Just curious what is special about PDP/Vax Shared Memory Modules? I know Win NT is basically the child of VMS and David Cutler worked on PDP before VAX, so maybe this is the reason?
You had to map out how modules would swap in and out of memory, so they had to be encapsulated modules. At least for the PDP you didn't have relational data stores so all data was in hierarchical data files (each record had a parent-child indicator, so you might read an 'M' record, then many 'D' records). You certainly could not load all of the data into memory even one set of M+D+sub records might blow out your limits.
You had to carefully think through how your code worked at a molecular level always banging up against a memory wall.
To clarify, that's a text file. We ran batch programs overnight to process claims and create billing reports (this is fake data, but I consulted on insurance and legal systems back in the mid-eighties).
That batch program was modular and would run several "passes" over the file (sequentially) to do varying types of work (create new data, create reports). These programs could also change a record if they needed to. A claims record might have a status indicator like "submitted" (S), "billed" (B), "denied" (D), "paid" (P).

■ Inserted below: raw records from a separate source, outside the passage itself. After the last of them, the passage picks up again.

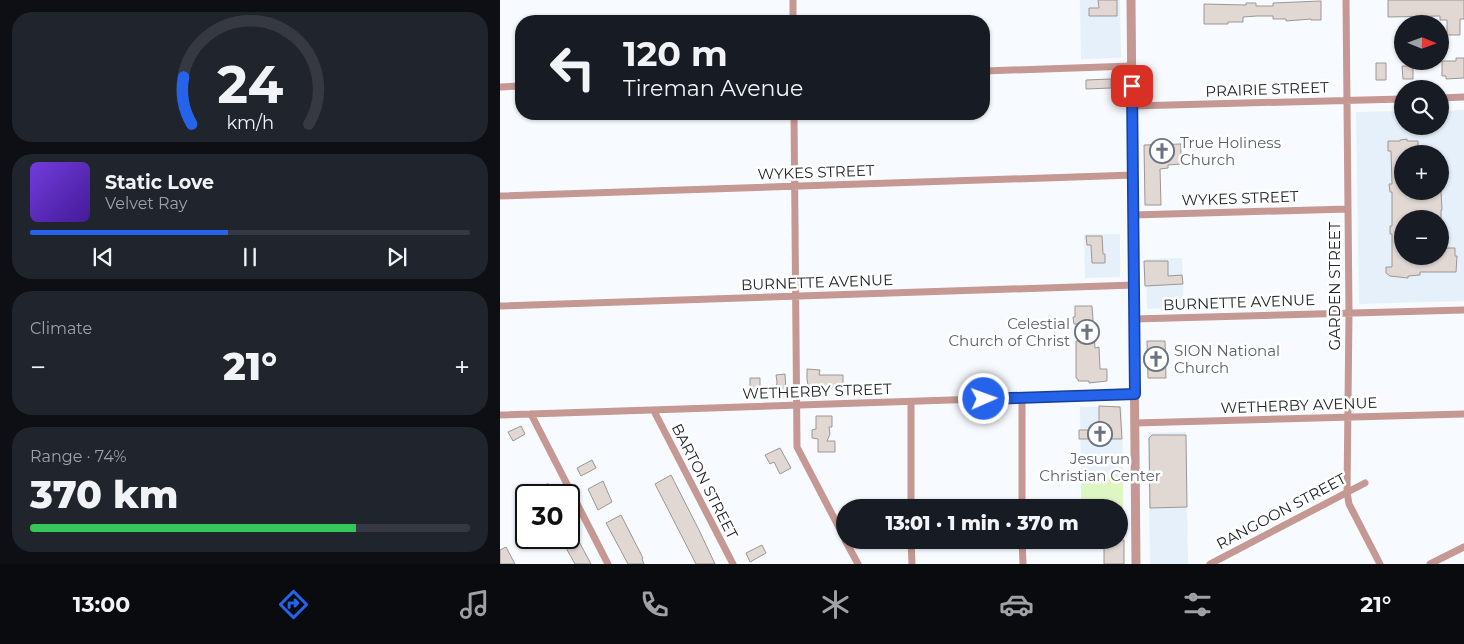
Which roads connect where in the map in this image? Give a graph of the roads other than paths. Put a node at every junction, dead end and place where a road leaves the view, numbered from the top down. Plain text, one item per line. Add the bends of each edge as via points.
1 (793, 0) edge
2 (1131, 0) edge
3 (1346, 0) edge
4 (793, 15) edge
5 (1132, 66) junction
6 (990, 71) edge
7 (515, 86) edge
8 (500, 87) edge
9 (1464, 97) edge
10 (1449, 98) edge
11 (1394, 99) edge
12 (1347, 100) junction
13 (1132, 106) junction
14 (794, 120) edge
15 (1133, 175) junction
16 (795, 187) junction
17 (500, 196) edge
18 (1348, 209) junction
19 (1133, 215) junction
20 (1134, 285) junction
21 (796, 296) junction
22 (500, 306) edge
23 (1464, 310) edge
24 (1349, 313) junction
25 (1134, 319) junction
26 (1135, 394) junction
27 (1022, 398) junction
28 (911, 402) junction
29 (796, 406) junction
30 (654, 411) junction
31 (531, 414) junction
32 (1464, 414) edge
33 (500, 415) edge
34 (1348, 418) junction
35 (1135, 423) junction
36 (1365, 483) dead end
37 (1347, 492) junction
38 (911, 499) edge
39 (1022, 499) edge
40 (836, 522) edge
41 (1464, 547) edge
42 (850, 549) edge
43 (912, 549) edge
44 (1022, 549) edge
45 (608, 564) edge
46 (733, 564) edge
47 (858, 564) edge
48 (912, 564) edge
49 (1023, 564) edge
50 (1136, 564) edge
51 (1210, 564) edge
52 (1380, 564) edge
53 (1430, 564) edge

1 - 4 street
2 - 5 street
3 - 12 street, GARDEN STREET
5 - 6 street
5 - 13 street
7 - 8 street
9 - 10 street
11 - 12 street, PRAIRIE STREET
12 - 13 street, PRAIRIE STREET
12 - 18 street, GARDEN STREET
13 - 15 street
14 - 16 street
15 - 16 street, WYKES STREET
15 - 19 street
16 - 17 street, WYKES STREET
16 - 21 street
18 - 19 street, WYKES STREET
18 - 24 street, GARDEN STREET
19 - 20 street
20 - 21 street, BURNETTE AVENUE
20 - 25 street
21 - 22 street, BURNETTE AVENUE
21 - 29 street
23 - 24 street, BURNETTE AVENUE
24 - 25 street, BURNETTE AVENUE
24 - 34 street, GARDEN STREET
25 - 26 street
26 - 27 street, WETHERBY STREET
26 - 35 street
27 - 28 street, WETHERBY STREET
27 - 39 street
28 - 29 street, WETHERBY STREET
28 - 38 street
29 - 30 street, WETHERBY STREET
29 - 40 street via 797,446
30 - 31 street, WETHERBY STREET
30 - 46 street, BARTON STREET
31 - 33 street, WETHERBY STREET
31 - 45 street
32 - 34 street, WETHERBY AVENUE
34 - 35 street, WETHERBY AVENUE
34 - 37 street, GARDEN STREET
35 - 50 street
36 - 37 street, RANGOON STREET
37 - 51 street, RANGOON STREET
37 - 52 street, GARDEN STREET via 1349,504
41 - 53 street
42 - 47 street
43 - 48 street
44 - 49 street

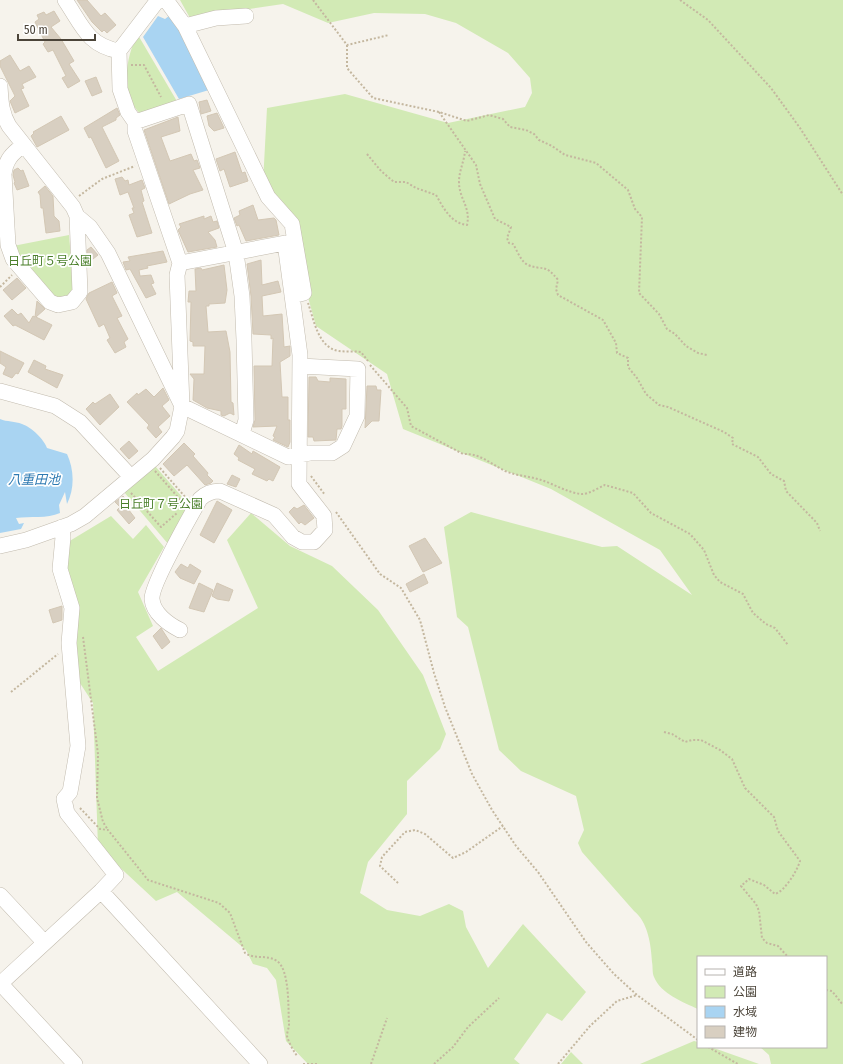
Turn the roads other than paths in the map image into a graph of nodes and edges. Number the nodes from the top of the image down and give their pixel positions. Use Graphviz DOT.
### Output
graph roads {
  1 [pos="65,0"];
  2 [pos="158,0"];
  3 [pos="166,0"];
  4 [pos="246,16"];
  5 [pos="185,26"];
  6 [pos="119,51"];
  7 [pos="0,86"];
  8 [pos="135,122"];
  9 [pos="23,145"];
  10 [pos="77,216"];
  11 [pos="236,253"];
  12 [pos="180,263"];
  13 [pos="298,294"];
  14 [pos="300,366"];
  15 [pos="0,391"];
  16 [pos="182,406"];
  17 [pos="242,434"];
  18 [pos="299,463"];
  19 [pos="130,484"];
  20 [pos="62,527"];
  21 [pos="0,546"];
  22 [pos="180,630"];
  23 [pos="101,891"];
  24 [pos="0,895"];
  25 [pos="44,942"];
  26 [pos="1,984"];
  27 [pos="75,1064"];
  28 [pos="260,1064"];
  1 -- 6 [label="street"];
  2 -- 6 [label="street"];
  3 -- 5 [label="street"];
  4 -- 5 [label="street"];
  5 -- 13 [label="street"];
  6 -- 8 [label="street"];
  7 -- 9 [label="street"];
  8 -- 11 [label="street"];
  8 -- 12 [label="street"];
  9 -- 10 [label="street"];
  9 -- 10 [label="street"];
  10 -- 16 [label="street"];
  11 -- 12 [label="street"];
  11 -- 13 [label="street"];
  11 -- 17 [label="street"];
  12 -- 16 [label="street"];
  13 -- 14 [label="street"];
  14 -- 18 [label="street"];
  14 -- 18 [label="street"];
  15 -- 19 [label="street"];
  16 -- 17 [label="street"];
  16 -- 19 [label="street"];
  17 -- 18 [label="street"];
  18 -- 22 [label="street"];
  19 -- 20 [label="street"];
  20 -- 21 [label="street"];
  20 -- 23 [label="street"];
  23 -- 25 [label="street"];
  23 -- 28 [label="street"];
  24 -- 25 [label="street"];
  25 -- 26 [label="street"];
  26 -- 27 [label="street"];
}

Everyone that writes code today works on the shoulders of such systems and some of these systems still exist (social security, hotel reservations, flight scheduling, banking, insurance) all original designed by IBM. Most of these have Java and DB2 layers on top of them now, but the underlying data is in many cases still there.
The modularization was because 32mb that had to be split up to handle varying functionality (procedural BASIC or C). There would be a MAIN module, then any number of sub-modules and you'd describe how they would swap in and out as needed. (See PDP-11/RSTS-E Task Builder).
Relational databases were magic when we started using them in the early nineties. NOSql databases are also magic. Graph databases are pure wizardry.
- COBOL on punch cards
- RPG II/III
- PDP/Vax Shared Memory Modules
- Hierarchical Data File Storage
- Recursive Expression Evaluator
- Batch Processing large datasets
- Compressed dates and numbers
So many of these teach you structural complexity that you’d never learn in today’s world.